Dispose-t-on de chiffres fiables sur l'augmentation du nombre de femmes tuées par leur compagnon ces derniers mois ?
Marlène Schiappa, secrétaire d'Etat à l'égalité hommes femmes nous a communiqué les derniers chiffres il y a 15 jours lors du débat en hémicycle à l'Assemblée nationale. 49 féminicides ont eu lieu entre le début de l'année et fin avril. Habituellement en cette période, le chiffre s'élève à 20. Il a donc doublé.
Qu'est-ce qui explique selon vous ce phénomène ?
C'est une répercussion de l'affaire Weinstein et de MeToo. La parole s'est libérée. Beaucoup de femmes victimes sont venues porter plainte pour dénoncer des violences de tous ordres. Environ 30 à 40% d'augmentation. Et l'accueil n'est pas au niveau. Les forces de l'ordre ne sont pas formées. Les dénonciations ne sont pas assez prises en charge. Les mesures d'éloignement des compagnons ne sont pas prises. Les femmes rentrent chez elles et retrouvent des hommes qui savent qu'elles sont allées se plaindre. Cela engendre des violences supplémentaires qui font des victimes.

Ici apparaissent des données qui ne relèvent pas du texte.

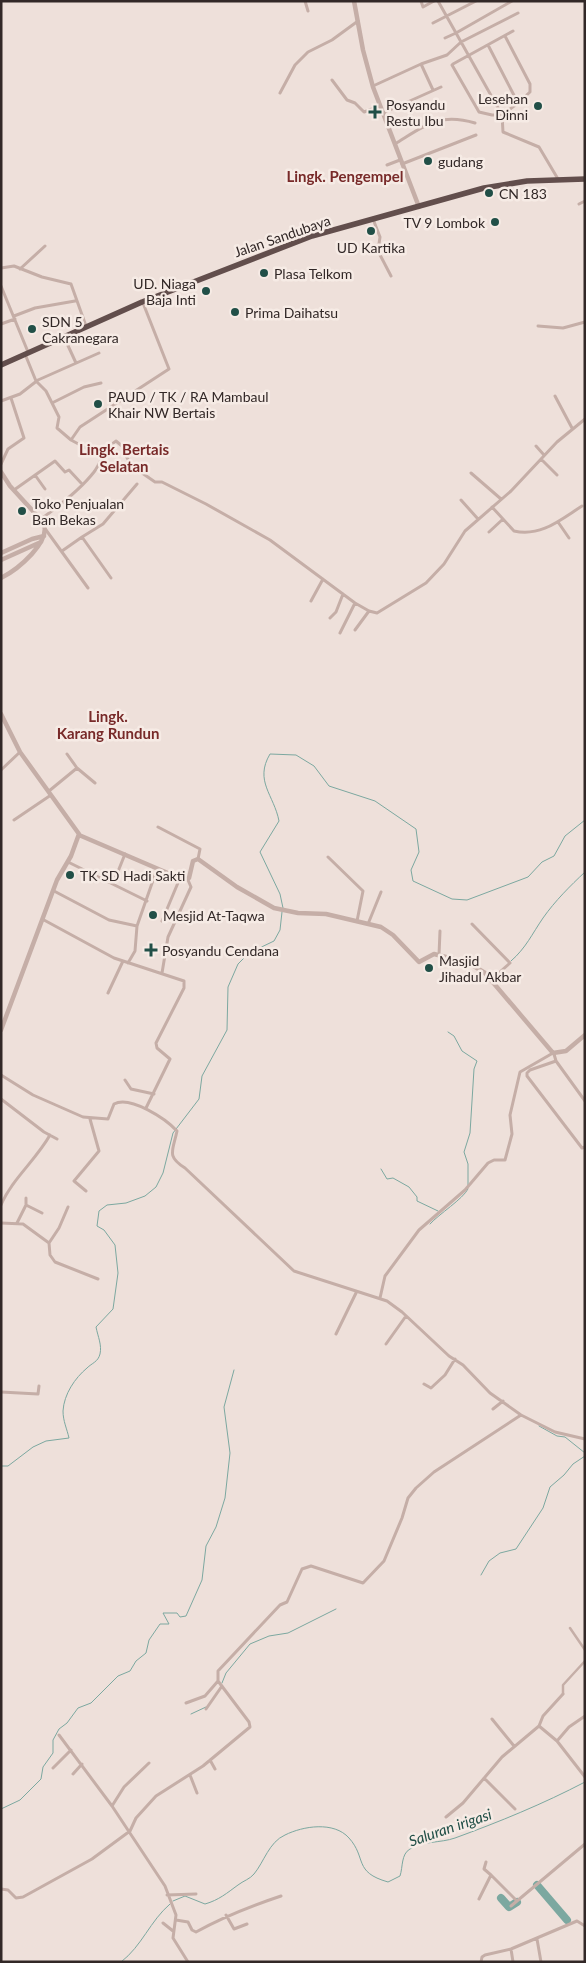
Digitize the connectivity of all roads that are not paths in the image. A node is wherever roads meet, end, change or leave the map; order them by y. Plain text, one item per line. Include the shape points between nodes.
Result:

C'est un effet pervers de la libération de la parole.
Vous pensez qu'il serait possible de mieux les accompagner ?
Nous avons prévenu la ministre de la justice Nicole Belloubet et Marlène Schiappa secrétaire à l'égalité hommes femmes.J'ai demandé une formation initiale continue pour l'ensemble des forces de l'ordre et pour le monde hospitalier. Cela n'est pas fait. On peut également prendre des ordonnances d'éloignement du compagnon. Il faudrait également généraliser une structure qui existe à Bordeaux, le CAUVA (Centre d'accueil d'urgence des victimes d'agressions). C'est un lieu adossé à l'hôpital qui permet aux victimes d'être reçues par un médecin habilité qui recueille des preuves. Ces preuves sont gardées sous scellées. La parole est recueillie en toute sécurité. Cela donne le temps aux victimes de s'organiser pour s'éloigner du compagnon dangereux. Elles reçoivent une aide sociale. Elle vont déposer leur plainte quand elles sont prêtes. C'est un véritable accueil sérieux. A Bordeaux, neuf victimes sur 10 portent plainte alors que la moyenne française est de 1 sur 10. Mais il y a des réticences pour généraliser ce système. A Tours, un nouveau Centre Hospitalier Universitaire va être créé. Le monde hospitalier est d'accord pour installer un CAUVA mais derrière ça ne suit pas.
Il est important pour vous d'employer le terme féminicide plutôt que meurtre ?
Oui il faut appeler le choses par leur nom. Tuer une femme c'est un féminicide. Dire qu'il y a eu 50 féminicides depuis le début de l'année ça permet de prendre conscience des choses.